**Data excerpts**
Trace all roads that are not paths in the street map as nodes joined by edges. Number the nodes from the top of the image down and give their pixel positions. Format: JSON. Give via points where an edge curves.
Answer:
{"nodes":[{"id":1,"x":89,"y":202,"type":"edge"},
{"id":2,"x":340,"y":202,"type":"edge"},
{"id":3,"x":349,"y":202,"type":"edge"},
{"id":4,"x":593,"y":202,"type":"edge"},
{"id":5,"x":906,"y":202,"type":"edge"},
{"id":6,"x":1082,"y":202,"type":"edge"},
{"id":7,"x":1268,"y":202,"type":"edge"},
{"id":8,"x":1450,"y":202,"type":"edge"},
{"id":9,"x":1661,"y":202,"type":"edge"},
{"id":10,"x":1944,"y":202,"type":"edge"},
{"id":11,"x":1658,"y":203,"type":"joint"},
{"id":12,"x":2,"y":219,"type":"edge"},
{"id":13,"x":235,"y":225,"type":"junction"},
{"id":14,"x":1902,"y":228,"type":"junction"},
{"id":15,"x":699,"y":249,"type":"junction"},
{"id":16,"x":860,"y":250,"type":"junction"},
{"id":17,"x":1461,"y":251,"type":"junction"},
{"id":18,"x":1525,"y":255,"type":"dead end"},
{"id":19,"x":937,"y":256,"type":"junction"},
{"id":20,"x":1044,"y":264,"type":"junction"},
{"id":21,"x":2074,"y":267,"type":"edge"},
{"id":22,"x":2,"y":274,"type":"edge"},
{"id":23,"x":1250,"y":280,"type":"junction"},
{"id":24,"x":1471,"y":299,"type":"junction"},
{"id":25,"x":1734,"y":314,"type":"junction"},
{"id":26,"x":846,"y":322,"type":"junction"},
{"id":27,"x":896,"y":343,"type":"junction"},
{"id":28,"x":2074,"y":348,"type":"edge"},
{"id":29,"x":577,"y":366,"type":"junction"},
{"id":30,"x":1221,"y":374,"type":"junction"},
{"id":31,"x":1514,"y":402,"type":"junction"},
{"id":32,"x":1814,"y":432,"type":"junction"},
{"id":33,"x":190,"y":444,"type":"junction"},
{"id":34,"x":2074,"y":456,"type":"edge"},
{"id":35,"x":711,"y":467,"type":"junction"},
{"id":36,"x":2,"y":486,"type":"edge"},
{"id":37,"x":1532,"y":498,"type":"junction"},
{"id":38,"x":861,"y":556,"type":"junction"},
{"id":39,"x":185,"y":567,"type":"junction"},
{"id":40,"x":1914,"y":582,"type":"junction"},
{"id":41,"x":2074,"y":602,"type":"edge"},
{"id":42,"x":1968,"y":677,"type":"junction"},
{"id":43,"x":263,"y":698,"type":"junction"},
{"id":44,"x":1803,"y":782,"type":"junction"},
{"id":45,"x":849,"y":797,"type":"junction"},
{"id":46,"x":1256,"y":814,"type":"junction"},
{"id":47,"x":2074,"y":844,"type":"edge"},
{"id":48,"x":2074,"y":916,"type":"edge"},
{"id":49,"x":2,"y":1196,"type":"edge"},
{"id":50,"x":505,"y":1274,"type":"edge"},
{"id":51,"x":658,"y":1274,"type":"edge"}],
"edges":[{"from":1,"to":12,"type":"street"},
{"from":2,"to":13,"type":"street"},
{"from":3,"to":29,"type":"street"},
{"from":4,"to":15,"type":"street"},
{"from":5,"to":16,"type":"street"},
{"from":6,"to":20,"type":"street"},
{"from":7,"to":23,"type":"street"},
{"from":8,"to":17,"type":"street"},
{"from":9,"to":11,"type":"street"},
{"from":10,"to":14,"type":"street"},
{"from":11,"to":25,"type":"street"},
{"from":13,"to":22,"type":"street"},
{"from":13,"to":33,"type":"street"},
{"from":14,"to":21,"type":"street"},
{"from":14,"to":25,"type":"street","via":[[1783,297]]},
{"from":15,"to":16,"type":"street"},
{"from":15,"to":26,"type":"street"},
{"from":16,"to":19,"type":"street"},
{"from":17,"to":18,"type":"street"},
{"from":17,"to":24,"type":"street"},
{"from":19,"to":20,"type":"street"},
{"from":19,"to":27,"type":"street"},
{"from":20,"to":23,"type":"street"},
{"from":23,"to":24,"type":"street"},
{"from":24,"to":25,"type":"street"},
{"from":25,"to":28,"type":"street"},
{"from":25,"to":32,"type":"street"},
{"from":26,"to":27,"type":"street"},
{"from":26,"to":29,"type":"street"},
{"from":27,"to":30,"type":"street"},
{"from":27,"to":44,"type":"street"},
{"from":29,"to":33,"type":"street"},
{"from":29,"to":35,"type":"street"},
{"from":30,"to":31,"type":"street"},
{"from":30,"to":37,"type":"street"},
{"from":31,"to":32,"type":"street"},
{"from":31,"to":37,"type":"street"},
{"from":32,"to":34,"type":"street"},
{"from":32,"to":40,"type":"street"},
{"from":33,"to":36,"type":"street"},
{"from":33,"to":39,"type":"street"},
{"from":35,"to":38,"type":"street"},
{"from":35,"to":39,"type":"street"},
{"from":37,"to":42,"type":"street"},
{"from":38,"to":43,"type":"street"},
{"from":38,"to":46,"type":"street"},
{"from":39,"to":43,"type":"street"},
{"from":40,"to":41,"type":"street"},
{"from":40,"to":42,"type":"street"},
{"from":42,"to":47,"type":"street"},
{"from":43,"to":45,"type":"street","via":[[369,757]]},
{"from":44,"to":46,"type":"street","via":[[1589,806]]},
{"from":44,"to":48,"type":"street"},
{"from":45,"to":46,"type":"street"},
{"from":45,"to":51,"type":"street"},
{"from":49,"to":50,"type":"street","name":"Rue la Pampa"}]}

**Problem description**
All lines in the records with the string "nodes" should be copied out.

**Response**
Trace all roads that are not paths in the street map as nodes joined by edges. Number the nodes from the top of the image down and give their pixel positions. Format: JSON. Give via points where an edge curves.
{"nodes":[{"id":1,"x":89,"y":202,"type":"edge"},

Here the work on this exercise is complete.